Segundo informações da Decrab, foi desencadeada “uma das maiores operações contra o abigeato dos últimos anos”. Ao todo, foram apreendidos setecentos e trinta e um animais bovinos e oitenta animais ovinos. Também foram apreendidas diversas armas de fogo, munições, telefones celulares e documentos.


As diligências foram realizadas nos municípios de Bagé, Lavras do Sul, Hulha Negra e Aceguá. A operação levou o nome de Colônia, por ter iniciado após um furto de 34 animais bovinos de alta genética na localidade da Colônia Nova.


Segundo a Decrab, foram cumpridos mandados de busca e apreensão em várias propriedades rurais que estão sob responsabilidade dos investigados. Sete integrantes do grupo foram presos, destes, dois por conta de prisão preventiva decretada pelo Poder Judiciário e cinco em flagrante pelos crimes de abigeato, organização criminosa, posse irregular de arma de fogo, crime ambiental e falsidade ideológica.
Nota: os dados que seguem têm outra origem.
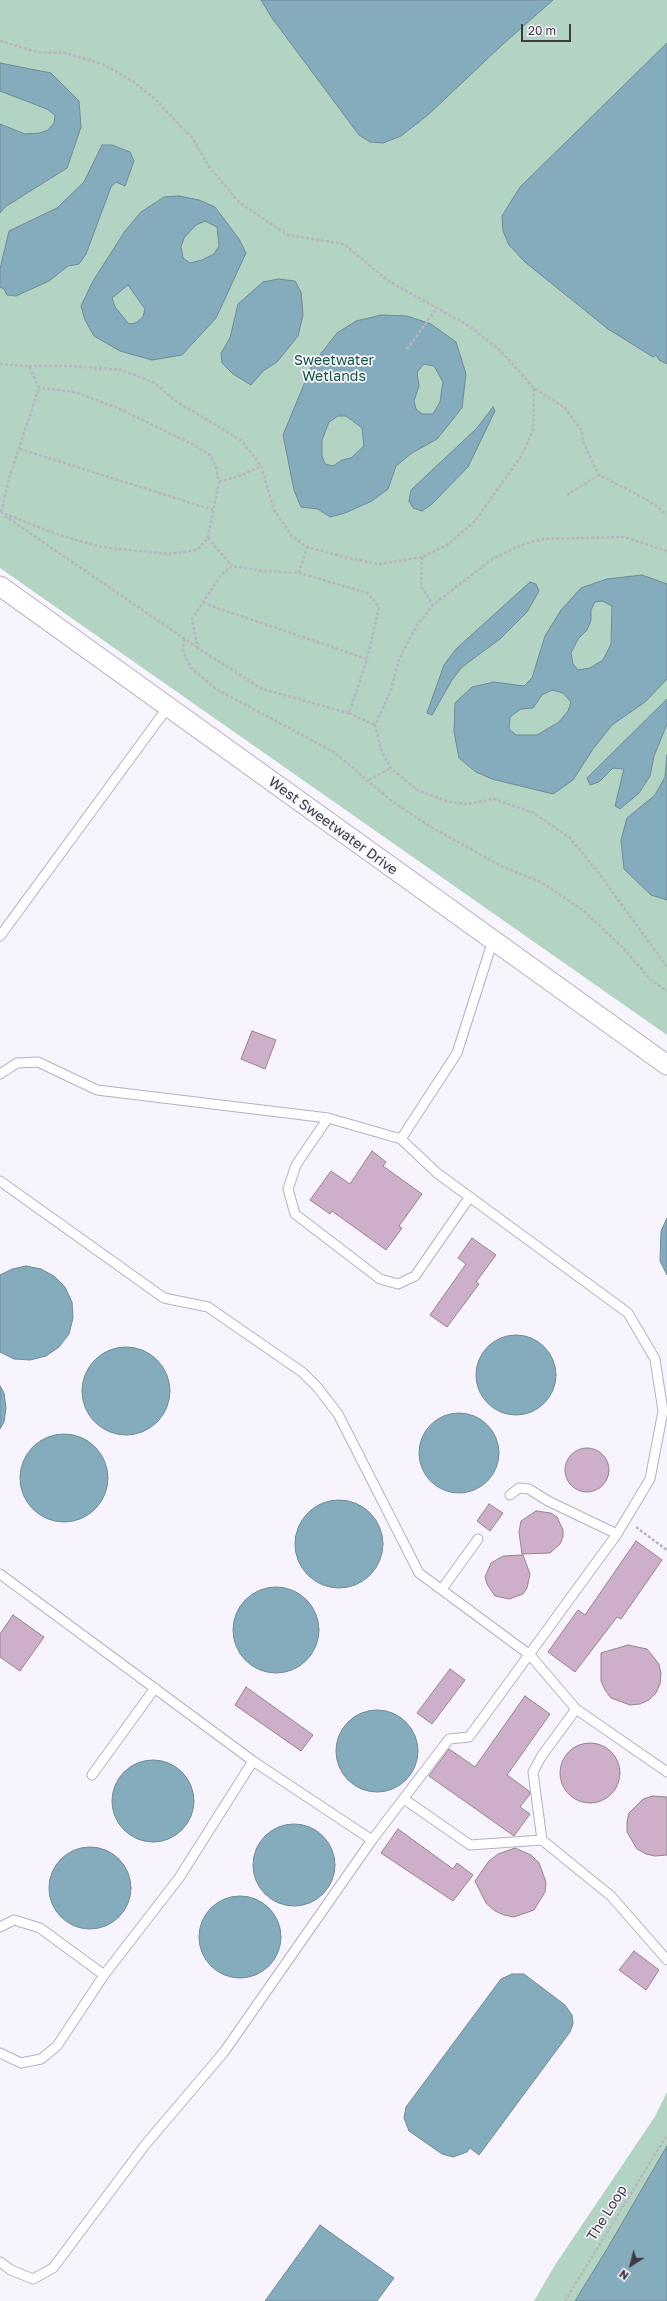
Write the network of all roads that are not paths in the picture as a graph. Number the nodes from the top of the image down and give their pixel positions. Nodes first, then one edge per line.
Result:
1 (0, 586) edge
2 (168, 707) junction
3 (0, 936) edge
4 (493, 940) junction
5 (667, 1065) edge
6 (0, 1074) edge
7 (328, 1118) junction
8 (401, 1139) junction
9 (0, 1181) edge
10 (469, 1198) junction
11 (510, 1495) dead end
12 (617, 1534) junction
13 (478, 1539) dead end
14 (0, 1574) edge
15 (442, 1589) junction
16 (530, 1655) junction
17 (155, 1688) junction
18 (576, 1709) junction
19 (253, 1760) junction
20 (667, 1772) edge
21 (92, 1775) dead end
22 (404, 1799) junction
23 (372, 1840) junction
24 (542, 1840) junction
25 (0, 1926) edge
26 (667, 1960) edge
27 (104, 1976) junction
28 (0, 2053) edge
29 (0, 2262) edge

1 - 2 street, West Sweetwater Drive
2 - 3 lane
2 - 4 street, West Sweetwater Drive
4 - 5 street, West Sweetwater Drive
4 - 8 lane
6 - 7 lane
7 - 8 lane
7 - 10 lane
8 - 10 lane
9 - 15 lane
10 - 12 lane
11 - 12 lane
12 - 16 lane
13 - 15 lane
14 - 17 lane
15 - 16 lane
16 - 18 lane
16 - 22 lane
17 - 19 lane
17 - 21 lane
18 - 20 lane
18 - 24 lane
19 - 23 lane
19 - 27 lane
22 - 23 lane
22 - 24 lane
23 - 29 lane
24 - 26 lane
25 - 27 lane
27 - 28 lane

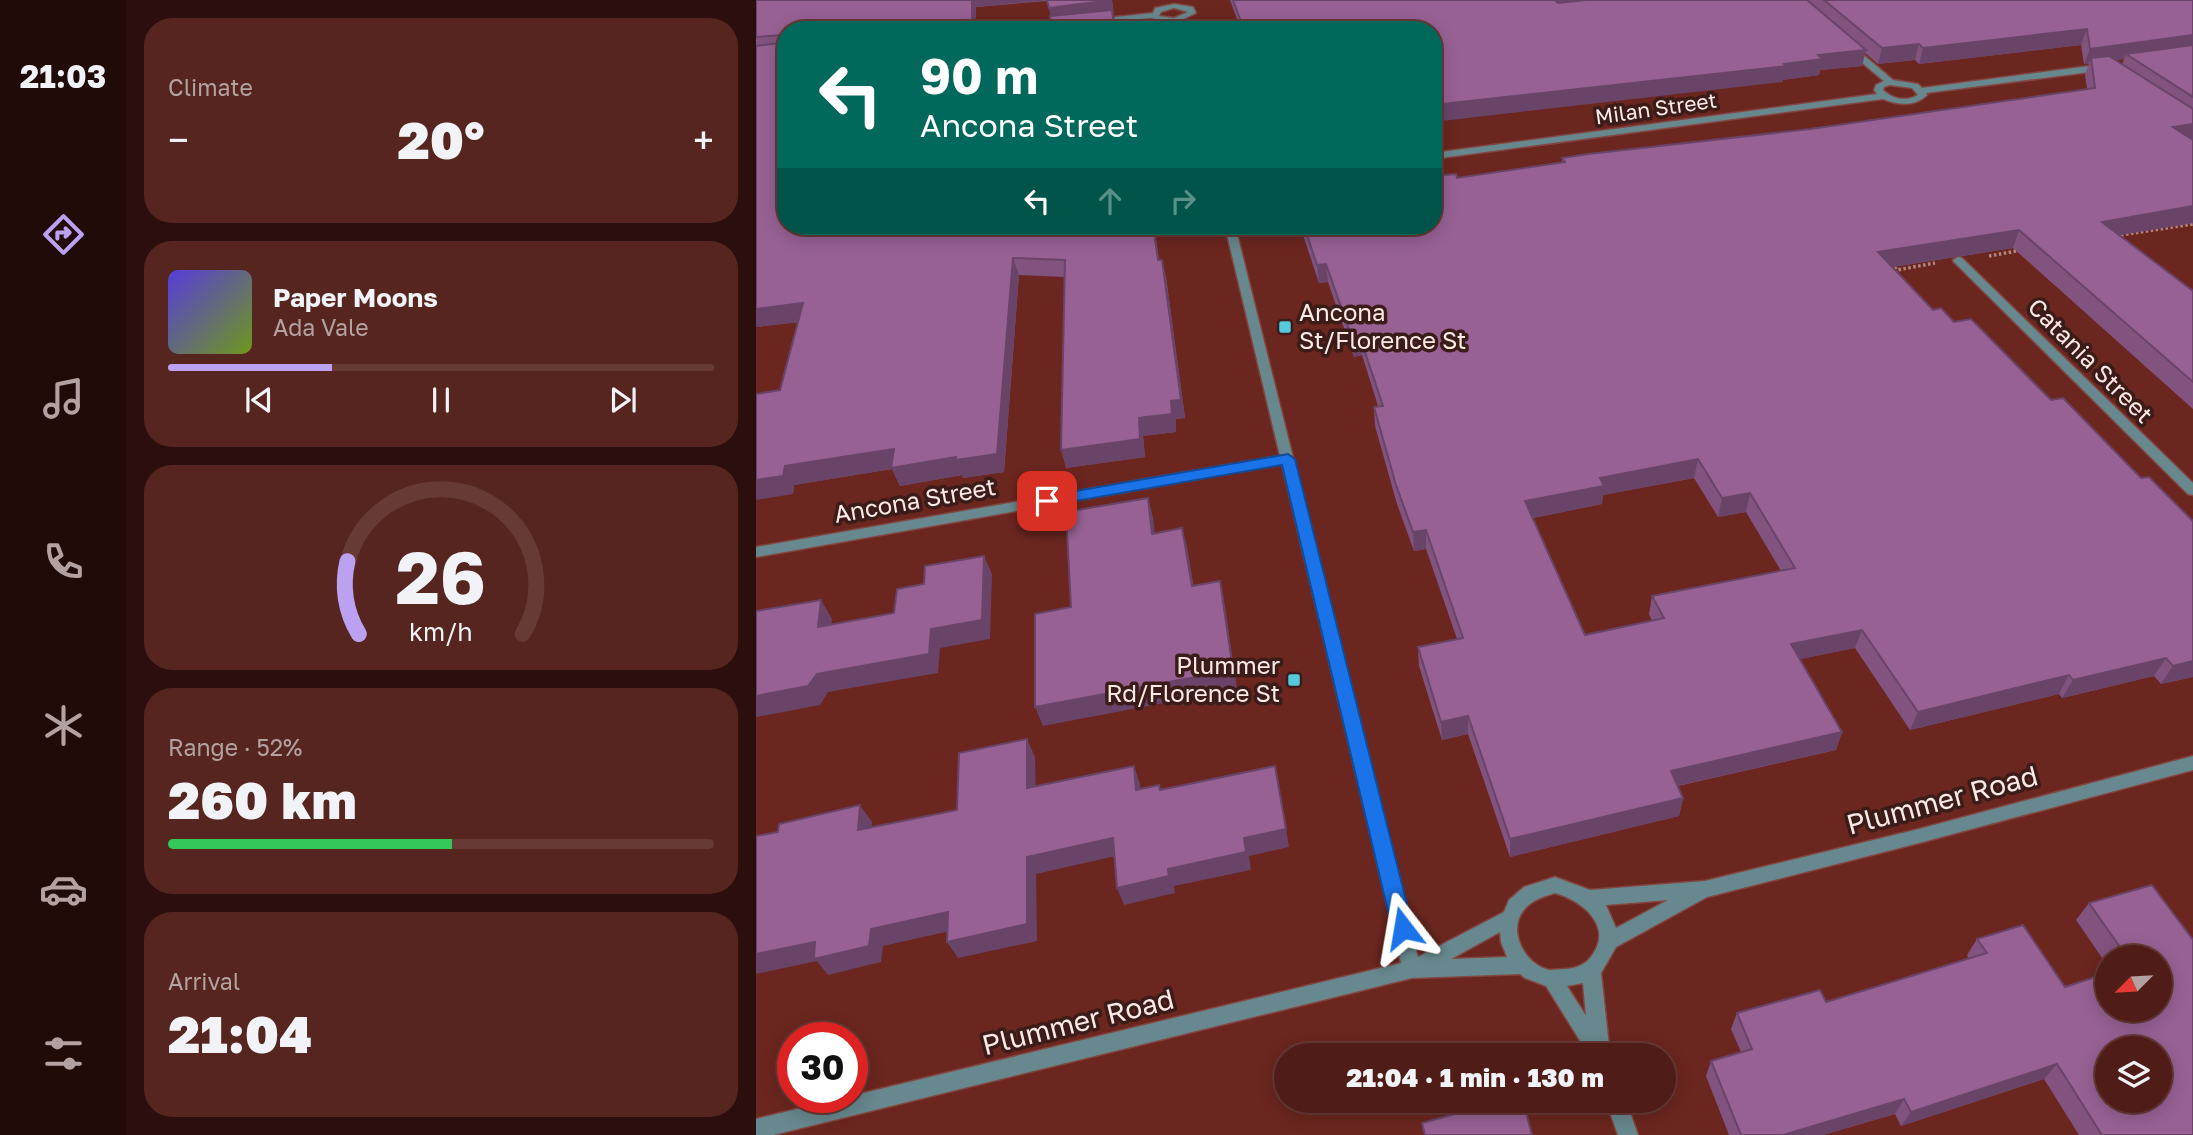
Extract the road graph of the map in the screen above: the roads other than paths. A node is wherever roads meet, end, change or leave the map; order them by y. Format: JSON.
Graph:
{"nodes":[{"id":1,"x":1163,"y":4,"type":"edge"},
{"id":2,"x":1184,"y":4,"type":"edge"},
{"id":3,"x":1153,"y":15,"type":"junction"},
{"id":4,"x":1099,"y":21,"type":"edge"},
{"id":5,"x":1168,"y":21,"type":"edge"},
{"id":6,"x":1188,"y":21,"type":"edge"},
{"id":7,"x":1847,"y":46,"type":"edge"},
{"id":8,"x":2113,"y":68,"type":"edge"},
{"id":9,"x":1890,"y":82,"type":"junction"},
{"id":10,"x":1922,"y":91,"type":"junction"},
{"id":11,"x":1883,"y":96,"type":"junction"},
{"id":12,"x":1442,"y":155,"type":"edge"},
{"id":13,"x":1232,"y":235,"type":"edge"},
{"id":14,"x":1958,"y":260,"type":"edge"},
{"id":15,"x":1288,"y":459,"type":"junction"},
{"id":16,"x":2193,"y":491,"type":"edge"},
{"id":17,"x":756,"y":552,"type":"edge"},
{"id":18,"x":2193,"y":763,"type":"edge"},
{"id":19,"x":1705,"y":889,"type":"junction"},
{"id":20,"x":1591,"y":898,"type":"junction"},
{"id":21,"x":1508,"y":919,"type":"junction"},
{"id":22,"x":1607,"y":942,"type":"junction"},
{"id":23,"x":1522,"y":965,"type":"junction"},
{"id":24,"x":1412,"y":969,"type":"junction"},
{"id":25,"x":1591,"y":969,"type":"junction"},
{"id":26,"x":1552,"y":979,"type":"junction"},
{"id":27,"x":1593,"y":1043,"type":"edge"},
{"id":28,"x":1599,"y":1043,"type":"edge"},
{"id":29,"x":1620,"y":1113,"type":"edge"},
{"id":30,"x":756,"y":1129,"type":"edge"},
{"id":31,"x":1628,"y":1135,"type":"edge"}],
"edges":[{"from":1,"to":2,"type":"street"},
{"from":1,"to":3,"type":"street"},
{"from":2,"to":6,"type":"street"},
{"from":3,"to":4,"type":"street"},
{"from":3,"to":5,"type":"street"},
{"from":7,"to":9,"type":"street"},
{"from":8,"to":10,"type":"street"},
{"from":9,"to":10,"type":"street"},
{"from":9,"to":11,"type":"street"},
{"from":10,"to":11,"type":"street","name":"Milan Street"},
{"from":11,"to":12,"type":"street","name":"Milan Street"},
{"from":13,"to":15,"type":"street"},
{"from":14,"to":16,"type":"street","name":"Catania Street"},
{"from":15,"to":17,"type":"street","name":"Ancona Street"},
{"from":15,"to":24,"type":"street"},
{"from":18,"to":19,"type":"street","name":"Plummer Road"},
{"from":19,"to":20,"type":"street","name":"Plummer Road"},
{"from":19,"to":22,"type":"street","name":"Plummer Road"},
{"from":20,"to":21,"type":"street"},
{"from":20,"to":22,"type":"street"},
{"from":21,"to":23,"type":"street"},
{"from":21,"to":24,"type":"street","name":"Plummer Road"},
{"from":22,"to":25,"type":"street"},
{"from":23,"to":24,"type":"street","name":"Plummer Road"},
{"from":23,"to":26,"type":"street"},
{"from":24,"to":30,"type":"street","name":"Plummer Road"},
{"from":25,"to":26,"type":"street"},
{"from":25,"to":28,"type":"street"},
{"from":26,"to":27,"type":"street"},
{"from":29,"to":31,"type":"street"}]}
Conforme as investigações, o bando fraudava lançamentos nos sistemas informatizados da Secretaria Estadual de Agricultura, Abastecimento e Desenvolvimento Rural. Isto com o objetivo de maquiarem estoques em postos estratégicos. Em uma das propriedades inspecionadas, em uma área com 25 hectares, existiam 325 animais bovinos lotados, porém, na verdade, os policiais constataram que não existia nenhum. Em outras propriedades, constava mais de duzentos animais, mas no estoque do sistema de Defesa Agropecuária, o saldo era zero.


Tais práticas ocorriam porque os investigados usavam notas e guias com origem falsa, muitas vezes para movimentar animais furtados de um local para outro. Dessa forma, poderiam ter animais com origem desconhecida em propriedades que não seriam inspecionadas, pois não existiam perante a fiscalização.


No curso das investigações, em uma das propriedades rurais, na localidade do Espantoso, divisa entre os municípios de Bagé e Aceguá, em junho de 2020, os policiais encontraram, em meio a brincos de gado queimados, alguns em bom estado de conservação. Na sequencia, constataram que os brincos localizados pertenciam a um lote de animais rastreados e que haviam sido furtados há alguns meses. O furto gerou prejuízo na ordem R$ 120 mil a um produtor do município de Aceguá. As investigações apontam que os animais foram carregados para frigorífico.


Conforme os policiais, ainda, existe outras diligências a serem realizadas, contudo, destacam o êxito do trabalho ao serviço integrado entre os órgãos de segurança e fiscalização.


O inquérito policial que apura os fatos deverá ser encaminhado ao Poder Judiciário. Os presos foram todos encaminhados ao Presídio Estadual de Bagé. A investigação contou com o apoio de diversas delegacias em todo o Estado, da Secretaria Estadual de Agricultura, Abastecimento e Desenvolvimento Rural, da Brigada Militar e dos fiscais da Prefeitura de Aceguá.